Se dieron un beso estilo Lika, y luego se arrancaron la ropa con furia —ella se levantó la falda de algodón, y él se bajó los pantalones y los calzoncillos, liberando el falo erecto— y se pusieron a ello. César, que estaba atado con la correa a una rama baja del fresno, observó jadeante y desconcertado cómo hacían el amor.

Más tarde Brodie y Lika terminaron de desnudarse y se bañaron en la charca. Luego desplazaron el mantel a donde daba el sol y se quedaron tumbados, secándose, hasta que les entraron ganas de hacerlo otra vez.

—Somos como Adán y Eva —dijo él—. Y esto es el Jardín del Paraíso.

—¿Dónde está la serpiente?

—Flotando en los vapores del alcohol, adormecida por el vino de la comida —Brodie le tocó la cara y ella le besó las yemas de los dedos—. De verdad estamos solos, Lika, ¿te lo puedes creer? —Podemos venir aquí todos los días, todas las tardes.

—¡No, no! Hay que andarse con cuidado. Yo te diré cuándo. No podemos levantar sospechas. Tú no puedes irte todos los días de paseo con César. Se supone que yo estoy pescando..., así que tú tienes que hacer algo: dibujar, hacer acuarelas. Coleccionar flores silvestres.

—Tienes razón —dijo ella con el ceño fruncido, pensativa—. Malachi nos estará observando.

—¿Malachi? ¿Por qué iba a estar observándonos?

—Porque... él es así por naturaleza. Le gusta vigilarme.

Brodie abrazó su cuerpo blanquísimo y húmedo y le besó los pechos. Estar desnudo con Lika en la orilla del río le daba un placer oscuro, insondable. Parecía más audaz y excitante que yacer con ella en una habitación de un hotel de poca monta. Lika apoyó el cuerpo en su costado y le cogió con suavidad el pene, que se estaba poniendo duro.

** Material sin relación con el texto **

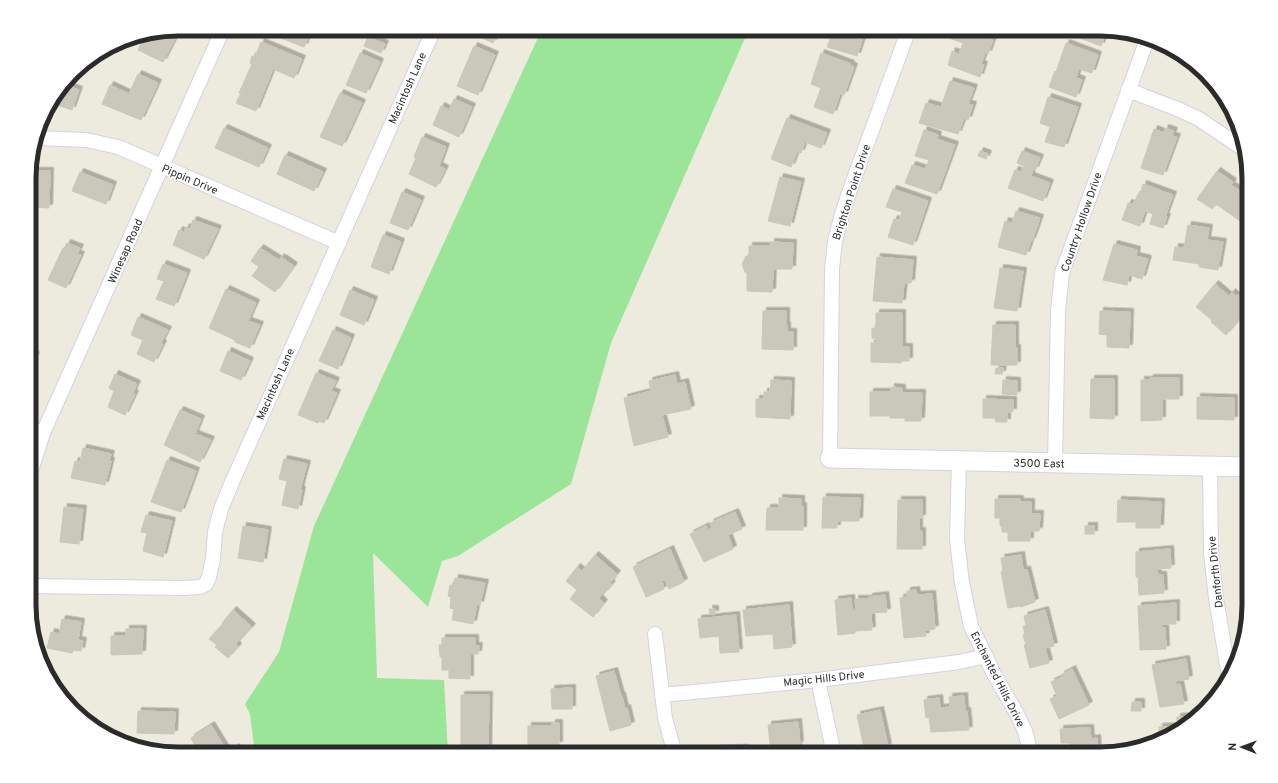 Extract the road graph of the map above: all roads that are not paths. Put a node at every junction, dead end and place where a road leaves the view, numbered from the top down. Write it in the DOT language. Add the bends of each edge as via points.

—Me has echado de menos, ¿verdad?

Más tarde, mientras se vestían, hicieron planes. Si Kilbarron estaba realmente borracho, no tenían que preocuparse; pero, en el caso de que siguiese en la mesa después del almuerzo, cuando Brodie se fuera a pescar, habría que tomar más precauciones: Brodie se marcharía con su caña y Lika tendría que esperar una hora. Y luego volverían cada uno por su lado, con un intervalo igualmente largo.

Lika se levantó y, antes de que echara a andar con César hacia la casa, Brodie le dio un beso de despedida. Le dijo que iba a quedarse media hora más pescando, y que procuraría volver con un pez grande para no levantar sospechas.

—Por cierto, no llegué a preguntártelo: ¿cómo fue la prueba? —le dijo. Se había acordado de pronto, después de mucho tiempo.

—¿Qué prueba?

—La que hiciste para la ópera de Händel. El triunfo del tiempo y del desengaño, o como se llame.

—Ah..., sí. Un desastre. No supe cantar.

—¿Ni siquiera nuestra pequeña canción?

—Me salió todo fatal. Estaba nerviosísima.

—Es igual. Lo importante es que estamos aquí.

—Creo que me dio pavor... cantar en inglés.

—¿Conservas la letra?

—¿Qué letra?

—La letra de la canción. Te la escribí.

—No... No, me dejé la hoja en el teatro. Estaba muy distraída. Por el amor de Dios, ¿por qué me lo preguntas ahora? Ha pasado mucho tiempo.

—No sé, me acabo de acordar. En cualquier caso, no tiene importancia. Me ha venido a la memoria de repente, no sé por qué. Si quieres, un día de estos te escribo la canción otra vez.

—Creo que mi carrera va languideciendo. No vale la pena tratar de resucitar el cadáver.

Ella le besó de nuevo y le tocó la nariz con un dedo, y luego inició el camino de vuelta a la dacha. Antes de desaparecer entre los abedules se dio la vuelta dos veces para mirarle.

Brodie cogió la caña de pescar y, al mirar hacia el río, vio una nube de tricópteros vibrando alrededor de un rayo de sol. Se puso a temblar. En ese instante sintió cómo se llenaba de alegría: una especie de licor fuerte, una ambrosía, un tónico afrodisíaco que le iba invadiendo todas las venas y los capilares. Notaba un hormigueo en la piel. Era una sensación de bienestar total, una felicidad táctil que parecía imposible de superar.